In the current research one of the molecule from training set was considered to explore the impact of molecular features on pKi. In case of Model 1, it was observe that smiles attributes ‘O……’, ‘N……’, ‘=……2…..’, ‘[…..(…..N…..’, ‘=…..O…..(…..’, ‘C…..(…..[……’ and ‘[…..2…..=…..’ contributed positively to enhance the inhibitory activity with their correlation weights 3.498, 3.751, 8.004, 4.752, 7.603, 4.502 and 11.001 respectively. On the other hand the SMILES attributes ‘@@.....’, ‘=…..’, ‘O…..1…..’, ‘C…..@...... ’, ‘C…..(…..[…..’ and ‘=…..C…..1.....’ were found to contribute negatively with inhibitory activity with CW values as -4.003, -2.005, -5.000, -3.249, -4.003 and -5.002 respectively. In case of Model 2, ‘O…..’, ‘N…..’, ‘[…..C’, ‘O…..(…..’, ‘N…..1…..’, ‘[…..(…..N…..’, ‘(…..N…..(…..’, ‘O…..=…..C…..’ and ‘C…..=…..2…..’ were revealed as positive coefficient of correlation weights indicated the positive impact on pKi with CW values of 2.745, 2.999, 2.496, 3.250, 5.996, 3.506, 4.999, 5.501 and 8.004 respectively. The negatively contributed SMILES attributes on Model 2 were found as ‘=…..’, ‘1…..’, ‘(…..’, ‘C…..1…..’, ‘O…..1…..’, ‘[…..2…..’, ‘=…..C…..1…..’, ‘O…..1…..C…..’, and ‘C…..O…..1…..’ with their correlation weights as -2.503, -3.004, -2.503, -5.004, -3.999, -5.005, -3.999, -3.997 and -5.001 respectively.

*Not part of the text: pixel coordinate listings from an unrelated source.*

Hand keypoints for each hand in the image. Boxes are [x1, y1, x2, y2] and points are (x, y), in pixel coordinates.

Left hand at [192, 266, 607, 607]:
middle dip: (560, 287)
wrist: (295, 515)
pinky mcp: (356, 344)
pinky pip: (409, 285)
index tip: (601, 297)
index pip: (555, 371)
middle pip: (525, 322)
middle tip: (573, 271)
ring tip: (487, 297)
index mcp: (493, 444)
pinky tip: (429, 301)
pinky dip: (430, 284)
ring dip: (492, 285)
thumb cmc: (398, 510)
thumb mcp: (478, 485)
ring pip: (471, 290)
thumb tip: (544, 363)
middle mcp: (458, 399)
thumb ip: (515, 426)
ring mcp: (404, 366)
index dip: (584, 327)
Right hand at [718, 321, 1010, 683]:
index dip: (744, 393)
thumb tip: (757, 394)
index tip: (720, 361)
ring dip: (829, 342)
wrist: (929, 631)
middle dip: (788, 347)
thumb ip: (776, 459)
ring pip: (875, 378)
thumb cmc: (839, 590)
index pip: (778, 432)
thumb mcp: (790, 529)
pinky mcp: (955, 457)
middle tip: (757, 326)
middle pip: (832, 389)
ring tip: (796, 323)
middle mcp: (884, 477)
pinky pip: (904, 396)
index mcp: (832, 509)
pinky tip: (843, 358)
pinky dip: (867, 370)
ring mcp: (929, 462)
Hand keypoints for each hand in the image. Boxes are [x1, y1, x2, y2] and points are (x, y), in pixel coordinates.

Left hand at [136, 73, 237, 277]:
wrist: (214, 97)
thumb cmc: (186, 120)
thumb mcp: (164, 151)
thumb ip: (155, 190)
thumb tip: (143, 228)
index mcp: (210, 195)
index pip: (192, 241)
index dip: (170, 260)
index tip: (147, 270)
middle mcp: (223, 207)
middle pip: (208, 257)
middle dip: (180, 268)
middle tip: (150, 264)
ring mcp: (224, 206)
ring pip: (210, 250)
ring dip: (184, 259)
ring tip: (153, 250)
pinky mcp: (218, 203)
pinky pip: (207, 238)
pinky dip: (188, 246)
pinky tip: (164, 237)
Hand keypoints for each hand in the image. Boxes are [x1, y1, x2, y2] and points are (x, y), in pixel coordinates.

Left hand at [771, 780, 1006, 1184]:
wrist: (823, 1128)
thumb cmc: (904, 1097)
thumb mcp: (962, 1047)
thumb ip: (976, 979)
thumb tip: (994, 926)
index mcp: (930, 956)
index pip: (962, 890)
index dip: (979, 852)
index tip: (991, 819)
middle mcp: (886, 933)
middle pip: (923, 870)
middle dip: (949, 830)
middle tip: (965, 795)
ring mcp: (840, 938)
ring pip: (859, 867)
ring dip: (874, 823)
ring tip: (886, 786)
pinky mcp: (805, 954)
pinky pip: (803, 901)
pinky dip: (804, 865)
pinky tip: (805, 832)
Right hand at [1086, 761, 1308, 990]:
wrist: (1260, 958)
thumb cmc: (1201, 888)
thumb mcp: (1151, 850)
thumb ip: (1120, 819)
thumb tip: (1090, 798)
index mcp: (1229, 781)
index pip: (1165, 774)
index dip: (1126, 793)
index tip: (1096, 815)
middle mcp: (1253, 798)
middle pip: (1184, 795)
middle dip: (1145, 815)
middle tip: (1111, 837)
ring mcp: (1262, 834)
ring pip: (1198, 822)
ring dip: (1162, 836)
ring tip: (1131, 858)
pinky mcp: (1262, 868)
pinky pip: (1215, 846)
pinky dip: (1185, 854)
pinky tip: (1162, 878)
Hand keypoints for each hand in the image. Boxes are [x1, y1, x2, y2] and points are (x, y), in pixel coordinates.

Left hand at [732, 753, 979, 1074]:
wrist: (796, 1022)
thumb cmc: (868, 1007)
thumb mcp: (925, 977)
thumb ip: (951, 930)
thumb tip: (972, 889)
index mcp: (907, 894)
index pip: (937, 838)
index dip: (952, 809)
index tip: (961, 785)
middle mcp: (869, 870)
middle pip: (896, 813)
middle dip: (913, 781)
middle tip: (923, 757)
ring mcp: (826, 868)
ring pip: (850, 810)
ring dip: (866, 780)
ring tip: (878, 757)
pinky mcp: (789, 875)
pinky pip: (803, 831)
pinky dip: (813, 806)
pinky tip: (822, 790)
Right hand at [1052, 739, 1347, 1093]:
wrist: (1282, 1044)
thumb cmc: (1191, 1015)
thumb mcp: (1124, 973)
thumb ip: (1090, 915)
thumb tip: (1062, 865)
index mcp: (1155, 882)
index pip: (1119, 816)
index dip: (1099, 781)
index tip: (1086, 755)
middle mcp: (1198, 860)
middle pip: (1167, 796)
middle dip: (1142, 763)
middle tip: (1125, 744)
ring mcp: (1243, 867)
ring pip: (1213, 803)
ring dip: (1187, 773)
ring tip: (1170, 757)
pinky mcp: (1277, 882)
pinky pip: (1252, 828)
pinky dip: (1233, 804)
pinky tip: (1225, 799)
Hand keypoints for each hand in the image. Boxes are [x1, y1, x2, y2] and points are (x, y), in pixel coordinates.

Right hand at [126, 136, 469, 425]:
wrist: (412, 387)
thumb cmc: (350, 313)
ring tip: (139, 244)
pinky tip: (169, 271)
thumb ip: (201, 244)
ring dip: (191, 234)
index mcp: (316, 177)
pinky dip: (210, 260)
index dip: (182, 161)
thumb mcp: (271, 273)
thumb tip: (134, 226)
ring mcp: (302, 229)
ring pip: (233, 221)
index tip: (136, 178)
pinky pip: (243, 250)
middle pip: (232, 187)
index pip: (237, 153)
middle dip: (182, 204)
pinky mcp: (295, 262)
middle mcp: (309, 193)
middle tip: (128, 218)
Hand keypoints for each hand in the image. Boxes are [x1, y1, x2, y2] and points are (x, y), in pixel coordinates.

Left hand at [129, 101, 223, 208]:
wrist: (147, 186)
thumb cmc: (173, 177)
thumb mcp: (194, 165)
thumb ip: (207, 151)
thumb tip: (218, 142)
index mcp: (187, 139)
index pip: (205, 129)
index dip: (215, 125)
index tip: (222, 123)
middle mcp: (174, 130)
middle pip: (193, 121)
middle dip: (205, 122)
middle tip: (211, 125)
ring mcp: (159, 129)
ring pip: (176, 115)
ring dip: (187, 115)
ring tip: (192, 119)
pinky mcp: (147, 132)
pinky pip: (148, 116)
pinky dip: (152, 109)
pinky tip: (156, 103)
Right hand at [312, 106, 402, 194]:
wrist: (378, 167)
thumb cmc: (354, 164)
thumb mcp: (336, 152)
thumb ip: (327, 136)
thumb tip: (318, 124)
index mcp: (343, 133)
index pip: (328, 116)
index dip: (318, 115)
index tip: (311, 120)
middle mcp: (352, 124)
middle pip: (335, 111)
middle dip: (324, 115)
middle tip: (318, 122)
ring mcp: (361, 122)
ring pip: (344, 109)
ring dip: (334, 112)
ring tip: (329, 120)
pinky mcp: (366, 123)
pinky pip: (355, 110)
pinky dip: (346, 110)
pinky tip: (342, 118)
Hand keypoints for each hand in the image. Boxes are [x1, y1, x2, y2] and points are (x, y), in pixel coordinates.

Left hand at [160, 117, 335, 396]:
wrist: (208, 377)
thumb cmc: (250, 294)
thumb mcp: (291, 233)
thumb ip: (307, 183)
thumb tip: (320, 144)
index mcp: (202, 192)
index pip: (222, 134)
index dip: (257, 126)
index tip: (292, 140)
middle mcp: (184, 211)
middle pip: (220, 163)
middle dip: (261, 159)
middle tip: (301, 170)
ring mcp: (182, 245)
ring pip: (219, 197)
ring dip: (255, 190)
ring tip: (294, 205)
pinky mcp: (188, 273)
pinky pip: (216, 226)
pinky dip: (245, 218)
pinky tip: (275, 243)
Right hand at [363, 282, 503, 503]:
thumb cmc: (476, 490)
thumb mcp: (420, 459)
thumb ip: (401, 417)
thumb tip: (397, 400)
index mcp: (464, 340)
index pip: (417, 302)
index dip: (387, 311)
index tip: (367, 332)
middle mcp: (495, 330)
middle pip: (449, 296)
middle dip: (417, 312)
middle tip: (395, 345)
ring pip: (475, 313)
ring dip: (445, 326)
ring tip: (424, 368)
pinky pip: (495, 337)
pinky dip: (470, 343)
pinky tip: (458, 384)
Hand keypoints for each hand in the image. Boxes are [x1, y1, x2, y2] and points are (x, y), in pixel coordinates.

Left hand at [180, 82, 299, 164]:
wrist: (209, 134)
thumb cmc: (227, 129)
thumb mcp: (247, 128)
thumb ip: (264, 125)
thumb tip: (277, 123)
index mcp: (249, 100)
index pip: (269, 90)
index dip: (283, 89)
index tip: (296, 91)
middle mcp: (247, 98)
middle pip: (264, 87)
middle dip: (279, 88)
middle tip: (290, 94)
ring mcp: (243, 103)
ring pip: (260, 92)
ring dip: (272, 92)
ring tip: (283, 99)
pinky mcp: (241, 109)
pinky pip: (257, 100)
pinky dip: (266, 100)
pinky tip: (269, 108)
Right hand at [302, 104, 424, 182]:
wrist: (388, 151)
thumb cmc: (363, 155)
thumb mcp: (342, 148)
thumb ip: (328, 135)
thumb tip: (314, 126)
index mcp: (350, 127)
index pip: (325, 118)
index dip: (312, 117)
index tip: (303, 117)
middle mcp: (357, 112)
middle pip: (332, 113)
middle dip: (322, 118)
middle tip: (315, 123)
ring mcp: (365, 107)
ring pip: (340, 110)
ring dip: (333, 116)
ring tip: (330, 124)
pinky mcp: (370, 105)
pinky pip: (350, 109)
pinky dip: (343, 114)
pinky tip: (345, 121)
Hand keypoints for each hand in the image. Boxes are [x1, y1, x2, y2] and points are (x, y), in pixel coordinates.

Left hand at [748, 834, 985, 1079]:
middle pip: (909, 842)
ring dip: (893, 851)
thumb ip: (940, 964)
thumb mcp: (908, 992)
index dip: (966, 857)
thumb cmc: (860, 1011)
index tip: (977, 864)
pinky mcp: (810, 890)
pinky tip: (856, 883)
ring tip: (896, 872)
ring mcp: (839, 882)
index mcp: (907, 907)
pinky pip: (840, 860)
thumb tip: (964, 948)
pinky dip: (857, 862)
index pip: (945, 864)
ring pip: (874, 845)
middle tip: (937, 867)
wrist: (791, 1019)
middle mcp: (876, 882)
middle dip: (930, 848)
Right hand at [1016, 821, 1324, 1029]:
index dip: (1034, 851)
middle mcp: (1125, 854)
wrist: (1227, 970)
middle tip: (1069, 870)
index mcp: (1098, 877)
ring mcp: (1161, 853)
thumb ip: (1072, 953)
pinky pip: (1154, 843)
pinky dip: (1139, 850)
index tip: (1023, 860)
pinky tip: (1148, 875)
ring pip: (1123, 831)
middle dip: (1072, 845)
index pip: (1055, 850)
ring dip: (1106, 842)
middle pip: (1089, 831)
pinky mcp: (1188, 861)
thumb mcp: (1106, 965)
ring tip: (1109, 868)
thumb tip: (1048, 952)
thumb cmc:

Absence of halogen atoms (‘HALO00000000’) were found to be important to decrease the value of pKi in both models. The attribute ‘BOND10100000’ was revealed as important to enhance the inhibitory activity in case of both models 1 and 2. The attribute ‘NOSP11000000’ that is presence of ‘N’ and ‘O’, and absence of ‘S’ and ‘P’ contributed negatively on Model 1 but positively on Model 2. Therefor it was observed from the above discussion that models developed from BACE1 inhibitors with considering the inhibitory constant as endpoints have mechanistic interpretations for deducing how the molecular features can be attributed to appropriate atoms and/or molecular fragments.
4. Conclusions
A set of BACE1 inhibitors with inhibitory constant were considered to generate the predictive QSAR models using online CORAL software. Molecules were represented as SMILES format to derive the descriptors followed by development of statistically robust QSAR models with and without considering the influence of different rings on the inhibitory activity. Several statistical parameters were calculated to evaluate the predictive ability of models. Linear and radar plots were generated from experimental and predicted inhibitory activities and both plots explained the well-fitness of activities of the molecules. Derived statistical parameters clearly explained that cyclic rings significantly influence the inhibition of BACE1. Both models were interpreted mechanistically in terms of SMILES attributes contributed to the inhibition of BACE1. Models developed in the current study can be used to predict inhibitory activity for BACE1 inhibitors without experiments. Finally, it can be concluded that the reported models can be used to design and discover promising BACE1 inhibitors for therapeutic application on Alzheimer’s disease.